== WHAT TO PRODUCE ==
Give back the data below exactly, with every line kept the same.

(Stored data entries)
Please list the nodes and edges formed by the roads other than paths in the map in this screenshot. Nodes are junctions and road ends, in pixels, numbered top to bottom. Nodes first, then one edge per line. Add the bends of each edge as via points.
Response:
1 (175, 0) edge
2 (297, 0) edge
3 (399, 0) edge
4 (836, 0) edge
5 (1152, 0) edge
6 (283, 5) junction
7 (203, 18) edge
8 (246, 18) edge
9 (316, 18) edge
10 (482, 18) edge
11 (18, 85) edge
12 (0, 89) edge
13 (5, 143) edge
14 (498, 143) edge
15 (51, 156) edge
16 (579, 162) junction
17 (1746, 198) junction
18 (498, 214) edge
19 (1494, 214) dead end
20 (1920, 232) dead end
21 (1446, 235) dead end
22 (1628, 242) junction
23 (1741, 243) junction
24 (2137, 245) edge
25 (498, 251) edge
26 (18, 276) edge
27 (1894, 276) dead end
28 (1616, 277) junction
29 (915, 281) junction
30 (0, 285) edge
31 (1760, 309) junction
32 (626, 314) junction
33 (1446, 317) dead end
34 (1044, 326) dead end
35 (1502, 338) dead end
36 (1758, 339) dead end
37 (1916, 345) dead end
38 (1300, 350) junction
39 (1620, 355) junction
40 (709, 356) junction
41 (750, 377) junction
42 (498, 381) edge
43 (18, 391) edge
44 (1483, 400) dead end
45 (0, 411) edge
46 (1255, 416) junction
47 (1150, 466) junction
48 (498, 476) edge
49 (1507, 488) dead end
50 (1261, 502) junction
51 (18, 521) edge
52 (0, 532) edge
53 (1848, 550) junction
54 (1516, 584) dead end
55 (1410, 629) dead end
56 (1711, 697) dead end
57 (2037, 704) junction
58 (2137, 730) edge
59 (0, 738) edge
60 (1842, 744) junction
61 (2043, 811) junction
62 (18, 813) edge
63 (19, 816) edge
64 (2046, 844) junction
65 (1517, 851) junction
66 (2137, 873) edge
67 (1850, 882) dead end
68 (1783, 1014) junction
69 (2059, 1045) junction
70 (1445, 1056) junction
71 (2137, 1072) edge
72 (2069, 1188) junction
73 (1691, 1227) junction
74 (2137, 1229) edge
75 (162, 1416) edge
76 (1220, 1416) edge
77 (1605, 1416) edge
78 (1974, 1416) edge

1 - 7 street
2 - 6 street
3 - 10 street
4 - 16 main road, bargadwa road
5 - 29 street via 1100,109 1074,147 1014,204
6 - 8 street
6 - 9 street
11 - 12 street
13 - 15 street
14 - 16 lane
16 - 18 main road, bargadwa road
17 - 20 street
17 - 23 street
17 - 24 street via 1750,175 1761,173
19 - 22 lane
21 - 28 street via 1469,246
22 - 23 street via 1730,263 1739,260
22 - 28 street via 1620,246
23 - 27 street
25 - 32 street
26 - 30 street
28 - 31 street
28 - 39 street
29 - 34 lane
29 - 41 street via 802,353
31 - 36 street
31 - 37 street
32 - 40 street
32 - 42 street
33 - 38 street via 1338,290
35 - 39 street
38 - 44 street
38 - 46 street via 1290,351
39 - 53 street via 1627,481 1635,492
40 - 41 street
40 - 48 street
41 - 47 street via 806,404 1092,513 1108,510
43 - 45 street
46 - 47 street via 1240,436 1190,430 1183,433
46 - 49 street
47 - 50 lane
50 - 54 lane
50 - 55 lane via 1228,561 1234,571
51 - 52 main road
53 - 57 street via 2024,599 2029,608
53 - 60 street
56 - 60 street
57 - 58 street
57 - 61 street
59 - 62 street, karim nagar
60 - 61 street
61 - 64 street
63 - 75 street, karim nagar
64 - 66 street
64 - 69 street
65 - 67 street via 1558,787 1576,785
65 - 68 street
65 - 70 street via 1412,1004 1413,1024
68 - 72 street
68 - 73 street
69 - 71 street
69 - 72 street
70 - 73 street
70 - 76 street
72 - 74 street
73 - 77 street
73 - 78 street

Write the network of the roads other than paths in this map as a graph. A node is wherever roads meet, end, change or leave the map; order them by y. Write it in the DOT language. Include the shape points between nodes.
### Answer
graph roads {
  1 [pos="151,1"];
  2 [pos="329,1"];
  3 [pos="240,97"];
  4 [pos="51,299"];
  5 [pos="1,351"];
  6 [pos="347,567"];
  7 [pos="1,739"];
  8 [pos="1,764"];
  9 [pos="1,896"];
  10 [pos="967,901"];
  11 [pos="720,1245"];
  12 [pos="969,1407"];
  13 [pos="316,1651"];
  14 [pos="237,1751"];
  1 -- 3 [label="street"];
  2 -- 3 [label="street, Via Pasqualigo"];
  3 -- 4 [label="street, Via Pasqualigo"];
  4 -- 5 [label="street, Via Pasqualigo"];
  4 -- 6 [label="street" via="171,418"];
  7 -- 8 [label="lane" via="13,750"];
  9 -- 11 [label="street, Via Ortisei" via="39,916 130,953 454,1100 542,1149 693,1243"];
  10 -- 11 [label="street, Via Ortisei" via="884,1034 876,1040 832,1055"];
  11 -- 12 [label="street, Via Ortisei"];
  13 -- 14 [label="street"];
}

== SOLVED EXERCISE ==
Please list the nodes and edges formed by the roads other than paths in the map in this screenshot. Nodes are junctions and road ends, in pixels, numbered top to bottom. Nodes first, then one edge per line. Add the bends of each edge as via points.
Response:
1 (175, 0) edge
2 (297, 0) edge
3 (399, 0) edge
4 (836, 0) edge
5 (1152, 0) edge
6 (283, 5) junction
7 (203, 18) edge
8 (246, 18) edge
9 (316, 18) edge
10 (482, 18) edge
11 (18, 85) edge
12 (0, 89) edge
13 (5, 143) edge
14 (498, 143) edge
15 (51, 156) edge
16 (579, 162) junction
17 (1746, 198) junction
18 (498, 214) edge
19 (1494, 214) dead end
20 (1920, 232) dead end
21 (1446, 235) dead end
22 (1628, 242) junction
23 (1741, 243) junction
24 (2137, 245) edge
25 (498, 251) edge
26 (18, 276) edge
27 (1894, 276) dead end
28 (1616, 277) junction
29 (915, 281) junction
30 (0, 285) edge
31 (1760, 309) junction
32 (626, 314) junction
33 (1446, 317) dead end
34 (1044, 326) dead end
35 (1502, 338) dead end
36 (1758, 339) dead end
37 (1916, 345) dead end
38 (1300, 350) junction
39 (1620, 355) junction
40 (709, 356) junction
41 (750, 377) junction
42 (498, 381) edge
43 (18, 391) edge
44 (1483, 400) dead end
45 (0, 411) edge
46 (1255, 416) junction
47 (1150, 466) junction
48 (498, 476) edge
49 (1507, 488) dead end
50 (1261, 502) junction
51 (18, 521) edge
52 (0, 532) edge
53 (1848, 550) junction
54 (1516, 584) dead end
55 (1410, 629) dead end
56 (1711, 697) dead end
57 (2037, 704) junction
58 (2137, 730) edge
59 (0, 738) edge
60 (1842, 744) junction
61 (2043, 811) junction
62 (18, 813) edge
63 (19, 816) edge
64 (2046, 844) junction
65 (1517, 851) junction
66 (2137, 873) edge
67 (1850, 882) dead end
68 (1783, 1014) junction
69 (2059, 1045) junction
70 (1445, 1056) junction
71 (2137, 1072) edge
72 (2069, 1188) junction
73 (1691, 1227) junction
74 (2137, 1229) edge
75 (162, 1416) edge
76 (1220, 1416) edge
77 (1605, 1416) edge
78 (1974, 1416) edge

1 - 7 street
2 - 6 street
3 - 10 street
4 - 16 main road, bargadwa road
5 - 29 street via 1100,109 1074,147 1014,204
6 - 8 street
6 - 9 street
11 - 12 street
13 - 15 street
14 - 16 lane
16 - 18 main road, bargadwa road
17 - 20 street
17 - 23 street
17 - 24 street via 1750,175 1761,173
19 - 22 lane
21 - 28 street via 1469,246
22 - 23 street via 1730,263 1739,260
22 - 28 street via 1620,246
23 - 27 street
25 - 32 street
26 - 30 street
28 - 31 street
28 - 39 street
29 - 34 lane
29 - 41 street via 802,353
31 - 36 street
31 - 37 street
32 - 40 street
32 - 42 street
33 - 38 street via 1338,290
35 - 39 street
38 - 44 street
38 - 46 street via 1290,351
39 - 53 street via 1627,481 1635,492
40 - 41 street
40 - 48 street
41 - 47 street via 806,404 1092,513 1108,510
43 - 45 street
46 - 47 street via 1240,436 1190,430 1183,433
46 - 49 street
47 - 50 lane
50 - 54 lane
50 - 55 lane via 1228,561 1234,571
51 - 52 main road
53 - 57 street via 2024,599 2029,608
53 - 60 street
56 - 60 street
57 - 58 street
57 - 61 street
59 - 62 street, karim nagar
60 - 61 street
61 - 64 street
63 - 75 street, karim nagar
64 - 66 street
64 - 69 street
65 - 67 street via 1558,787 1576,785
65 - 68 street
65 - 70 street via 1412,1004 1413,1024
68 - 72 street
68 - 73 street
69 - 71 street
69 - 72 street
70 - 73 street
70 - 76 street
72 - 74 street
73 - 77 street
73 - 78 street

Write the network of the roads other than paths in this map as a graph. A node is wherever roads meet, end, change or leave the map; order them by y. Write it in the DOT language. Include the shape points between nodes.
### Answer
graph roads {
  1 [pos="151,1"];
  2 [pos="329,1"];
  3 [pos="240,97"];
  4 [pos="51,299"];
  5 [pos="1,351"];
  6 [pos="347,567"];
  7 [pos="1,739"];
  8 [pos="1,764"];
  9 [pos="1,896"];
  10 [pos="967,901"];
  11 [pos="720,1245"];
  12 [pos="969,1407"];
  13 [pos="316,1651"];
  14 [pos="237,1751"];
  1 -- 3 [label="street"];
  2 -- 3 [label="street, Via Pasqualigo"];
  3 -- 4 [label="street, Via Pasqualigo"];
  4 -- 5 [label="street, Via Pasqualigo"];
  4 -- 6 [label="street" via="171,418"];
  7 -- 8 [label="lane" via="13,750"];
  9 -- 11 [label="street, Via Ortisei" via="39,916 130,953 454,1100 542,1149 693,1243"];
  10 -- 11 [label="street, Via Ortisei" via="884,1034 876,1040 832,1055"];
  11 -- 12 [label="street, Via Ortisei"];
  13 -- 14 [label="street"];
}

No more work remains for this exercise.